*** Opening of Material for this task ***

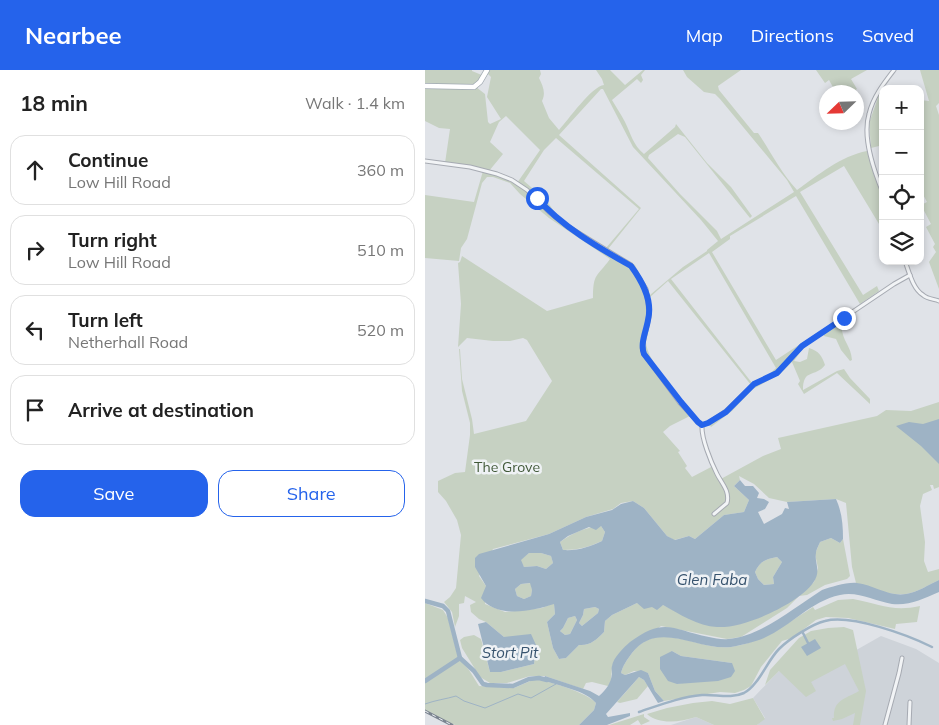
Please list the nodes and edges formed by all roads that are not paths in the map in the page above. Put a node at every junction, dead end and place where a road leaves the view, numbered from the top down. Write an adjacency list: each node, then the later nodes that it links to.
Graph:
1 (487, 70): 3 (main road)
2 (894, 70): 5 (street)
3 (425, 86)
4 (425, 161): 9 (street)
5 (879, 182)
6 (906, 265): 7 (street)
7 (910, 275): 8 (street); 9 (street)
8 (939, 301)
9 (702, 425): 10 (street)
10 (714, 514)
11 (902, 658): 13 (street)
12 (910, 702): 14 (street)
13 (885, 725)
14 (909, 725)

*** Close of Material for this task ***

* **Task details**
Leave the images behind and write out every entry exactly.

* **Result for this task**
Please list the nodes and edges formed by all roads that are not paths in the map in the page above. Put a node at every junction, dead end and place where a road leaves the view, numbered from the top down. Write an adjacency list: each node, then the later nodes that it links to.
Graph:
1 (487, 70): 3 (main road)
2 (894, 70): 5 (street)
3 (425, 86)
4 (425, 161): 9 (street)
5 (879, 182)
6 (906, 265): 7 (street)
7 (910, 275): 8 (street); 9 (street)
8 (939, 301)
9 (702, 425): 10 (street)
10 (714, 514)
11 (902, 658): 13 (street)
12 (910, 702): 14 (street)
13 (885, 725)
14 (909, 725)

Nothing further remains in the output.